Homeless advocates raise alarm: more people on Vancouver’s streets
VANCOUVER, BC - "There's no cheap way out of this," says Jonathan Bird, executive director of City Gate Leadership Forum, a non-profit Christian organization that seeks the spiritual and social renewal of Metro Vancouver.
Bird was reacting to a newly released survey that found the number of people living on the streets of Vancouver's notorious Downtown Eastside had doubled in the past year.
"It all boils down to there's not enough supportive housing units being built, because it costs too darn much," Bird says. "People don't want to take the political hit that it will cost to build them."
Conducted in the spring, the annual homeless count found the number of homeless people overall had remained almost unchanged from last year, rising slightly from 1,581 to 1,602. But of those, the number of so-called 'street homeless' - those not in a temporary shelter- had jumped from 154 in 2011 to 306 currently.
City staff worry that if governments do not act quickly and provide the funding needed to keep open more shelters, especially during the winter, as well as pay for other projects, these numbers could rise to record levels by 2014.
Bird believes the poorest of the poor are being squeezed out of an already tight housing market by those who can afford to pay the higher rents being charged by private landlords. What is needed is more housing for everyone, regardless of income.
"Otherwise, people of modest income are going to out-compete people of low income," he says. "And that's what we're seeing in more and more numbers."
Yet the cost of ending the blight of homelessness does not end there. A separate survey by University of British Columbia professor of psychiatry Michael Krausz has found that 93 per cent of homeless people suffer from a current mental disorder and 83 per cent have a substance abuse disorder.
Even more alarming, 86 per cent reported having been abused as children - and that half had become homeless for the first time before turning 25. Many had been in foster care.
"Homelessness is not just not having a home. It is also a very dramatic health concern," says Krausz. "And to stabilize these people and support them, they need a safe place to stay, and support and reintegration efforts. Otherwise you won't get far."
Doing nothing now, he adds, will only cost governments more later.
"The homeless are in and out of emergency and acute care," Krausz says. "They are using the police or ambulances or the prison system or whatever, but in a very, very ineffective way."
Despite these serious issues, The Salvation Army believes that many homeless people are being helped to turn their lives around.
"We've seen a good number of people," says David Woodland, the social services secretary of The Salvation Army's B.C. Division, "move from shelters into the varied support services that they need and are available, and then move from some of those support services into stabilized transitional housing, and some even into longer-term housing."
Yet Wendy Dubois, pastor of local outreach at Tenth Church on the edge of the downtown core, has seen the number of people turning to them for help continue to grow.
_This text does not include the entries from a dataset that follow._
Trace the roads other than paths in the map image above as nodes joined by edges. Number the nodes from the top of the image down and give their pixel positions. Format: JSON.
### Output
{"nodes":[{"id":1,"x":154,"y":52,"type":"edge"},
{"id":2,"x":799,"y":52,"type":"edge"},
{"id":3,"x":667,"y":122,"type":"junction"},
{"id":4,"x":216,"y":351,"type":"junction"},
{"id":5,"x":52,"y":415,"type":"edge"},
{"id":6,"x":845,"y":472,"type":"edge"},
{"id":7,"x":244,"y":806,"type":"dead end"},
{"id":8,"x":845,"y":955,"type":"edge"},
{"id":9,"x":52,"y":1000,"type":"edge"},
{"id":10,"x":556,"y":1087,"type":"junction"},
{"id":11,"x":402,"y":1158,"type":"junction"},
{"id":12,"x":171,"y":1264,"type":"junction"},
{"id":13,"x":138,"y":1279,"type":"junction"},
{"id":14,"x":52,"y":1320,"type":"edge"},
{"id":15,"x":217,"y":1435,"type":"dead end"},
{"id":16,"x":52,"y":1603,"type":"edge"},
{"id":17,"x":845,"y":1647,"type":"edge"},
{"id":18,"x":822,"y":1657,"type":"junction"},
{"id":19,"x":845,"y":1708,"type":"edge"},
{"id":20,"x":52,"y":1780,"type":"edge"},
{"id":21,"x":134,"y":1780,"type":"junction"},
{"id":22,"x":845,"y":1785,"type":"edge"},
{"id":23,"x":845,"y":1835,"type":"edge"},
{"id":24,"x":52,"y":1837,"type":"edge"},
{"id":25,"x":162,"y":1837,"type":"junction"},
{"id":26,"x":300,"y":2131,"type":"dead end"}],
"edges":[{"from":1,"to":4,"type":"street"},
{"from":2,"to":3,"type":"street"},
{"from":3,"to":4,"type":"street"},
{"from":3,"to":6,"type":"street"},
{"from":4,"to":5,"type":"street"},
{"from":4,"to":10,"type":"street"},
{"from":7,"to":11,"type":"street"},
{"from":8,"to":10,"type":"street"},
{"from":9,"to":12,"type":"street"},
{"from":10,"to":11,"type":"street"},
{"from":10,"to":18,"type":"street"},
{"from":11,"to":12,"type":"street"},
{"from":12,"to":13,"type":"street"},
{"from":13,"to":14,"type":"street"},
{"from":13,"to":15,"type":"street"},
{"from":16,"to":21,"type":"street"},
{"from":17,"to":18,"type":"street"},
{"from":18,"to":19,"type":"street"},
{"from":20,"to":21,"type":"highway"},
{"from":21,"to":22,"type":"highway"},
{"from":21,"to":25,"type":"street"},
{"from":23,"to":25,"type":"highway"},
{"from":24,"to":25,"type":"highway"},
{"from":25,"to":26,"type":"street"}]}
"Three years ago, we were at about 120 to 140 for our Monday night dinners. Now we're at 160 to 180," she says. "Our Tuesday lunch program's generally about 120 to 140 people. But when that started about 12 years ago, there were only about 20 to 40 people coming. So it's really increased significantly."
But while their meal programs are well-funded and well-staffed with volunteers, Dubois says people still hesitate "to befriend those that are quite different than themselves."
"It's still very much an us-them kind of mentality," she says, "although we're getting more and more people willing to come and sit and just talk with them."
But there are also preventive measures Christians can take to protect people from becoming homeless.
"There's a limitless opportunity for churches," says Bird, "to reach out to vulnerable neighbours, and be that friendship network that lets people know they are valued. And you don't have to come downtown for that."